It doesn't matter what you do. There may be a simpler way to see this, but the straightforward way is by induction on the size of the deck.

I claim that your win probability with $n$ red and $m$ black cards is always $p_{n,m}=\frac{n}{n+m}$. This is certainly true when $n+m=1$, where you are obligated to say "red" immediately.

For larger deck sizes, you have two possible strategies. If you say "red" immediately, you will win with probability $\frac{n}{n+m}$. Alternately, you could wait one round, and then play from the resulting position. In this case you will win with probability $$ \frac{n}{n+m}p_{n-1,m}+\frac{m}{n+m}p_{n,m-1} $$

But by the induction hypothesis, this is equal to $$ \frac{n}{n+m}\frac{n-1}{n+m-1}+\frac{m}{n+m}\frac{n}{n+m-1}=\frac{n(n-1+m)}{(n+m)(n+m-1)}=\frac{n}{n+m} $$

So in fact, in either case you will win with probability $\frac{n}{n+m}$.


What we have to do is define hitting times.

A hitting time is a pair $(i,j)$ in which we should yell red when there are $i$ red and $j$ black remaining.

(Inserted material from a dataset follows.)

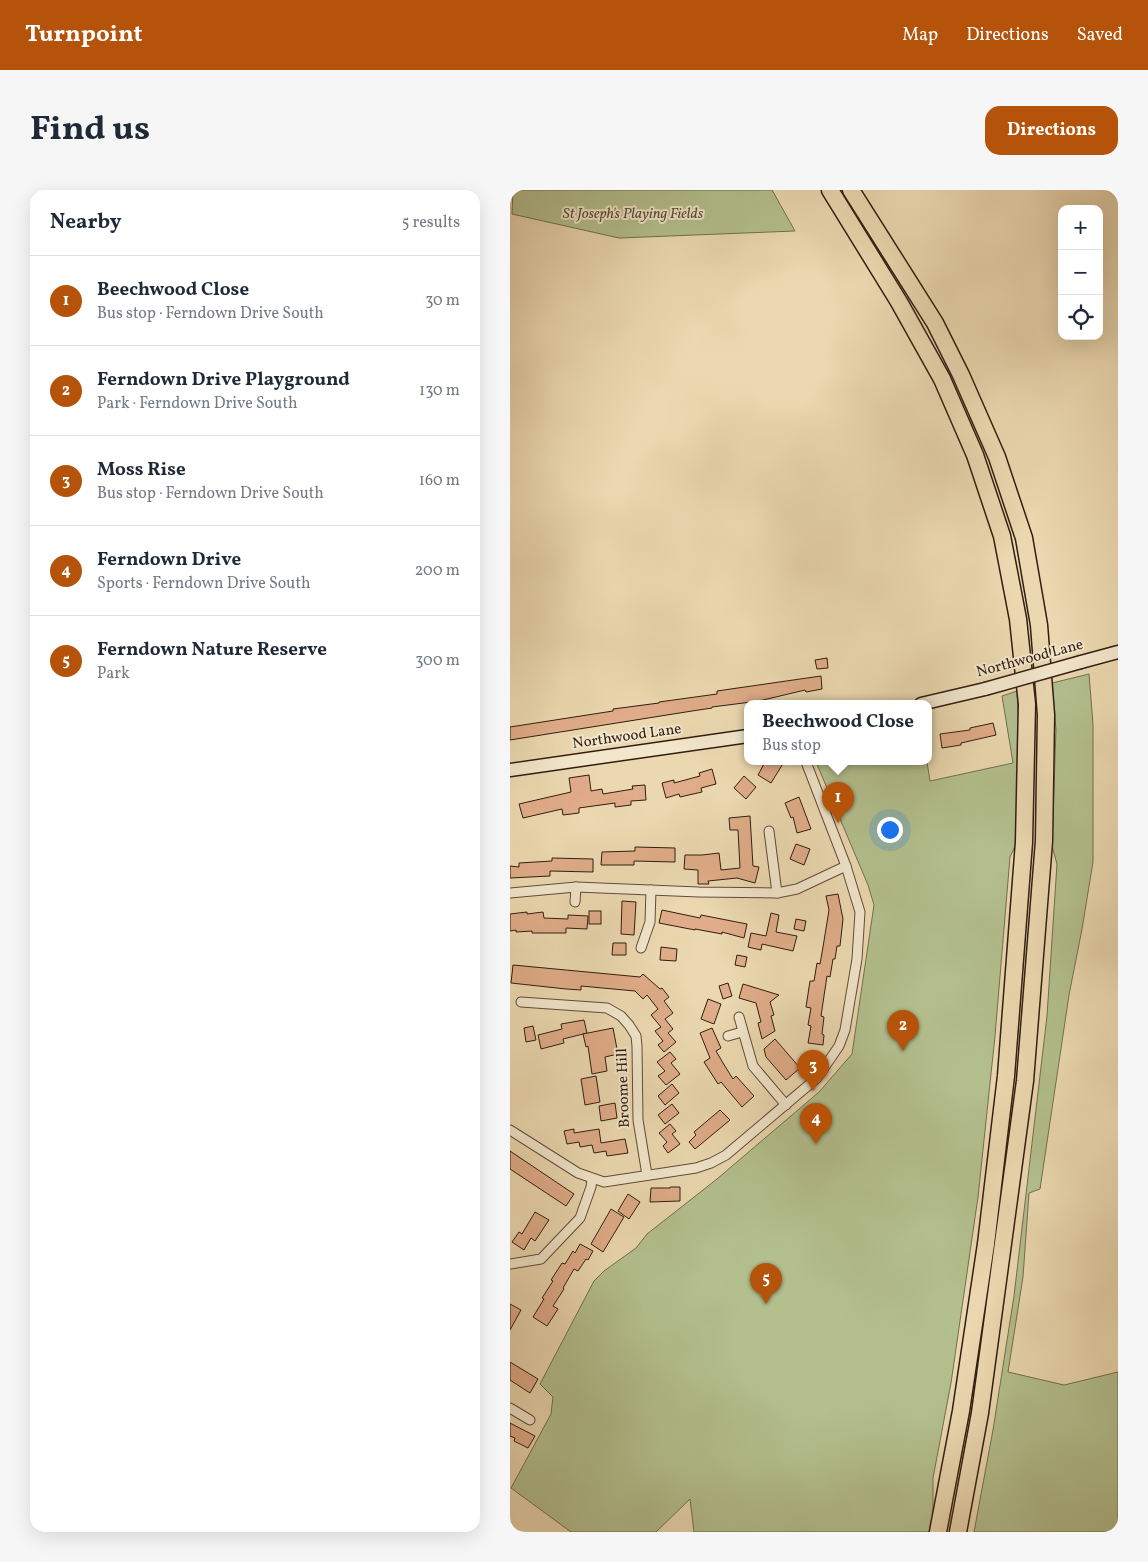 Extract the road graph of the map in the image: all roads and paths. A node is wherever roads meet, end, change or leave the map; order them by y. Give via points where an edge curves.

In order to determine hitting times efficiently we can do it recursively.

In order to do so we also calculate $f(i,j)$ recursively where $f(i,j)$ is the probability that we win when there are $i$ red and $j$ black balls if we follow the strategy perfectly.

Then we can calculate $f(i,j)$ as $\max( \frac{i}{i+j}, \frac{i}{i+j}f(i-1,j) + \frac{j}{i+j}f(i,j-1)$

The value $(i,j)$ is a hitting time precisely when the number on the left is larger.

One clearly has the values $f(0,j)=0$ and $f(i,0)=1$ for positive $i$ and $j$.

So we just have to run that recursion on the $27^2$ values and see what comes up (im doing this now)

Its pretty easy to prove that $f(i,j)=\frac{i}{i+j}$ by induction on $i+j$

This is simply because $\frac{i}{i+j}(\frac{i-1}{i+j-1}) + \frac{j}{i+j}(\frac{i}{i+j-1})= \frac{i^2 -i}{(i+j)(i+j-1)}+\frac{ij}{(i+j)(i+j-1)}=\frac{i(i+j-1)}{(i+j)(i+j-1)}=\frac{i}{i+j}$

So surprisingly it doesnt matter what you do, the probablity that the last ball comes out black is $\frac{i}{i+j}$ also !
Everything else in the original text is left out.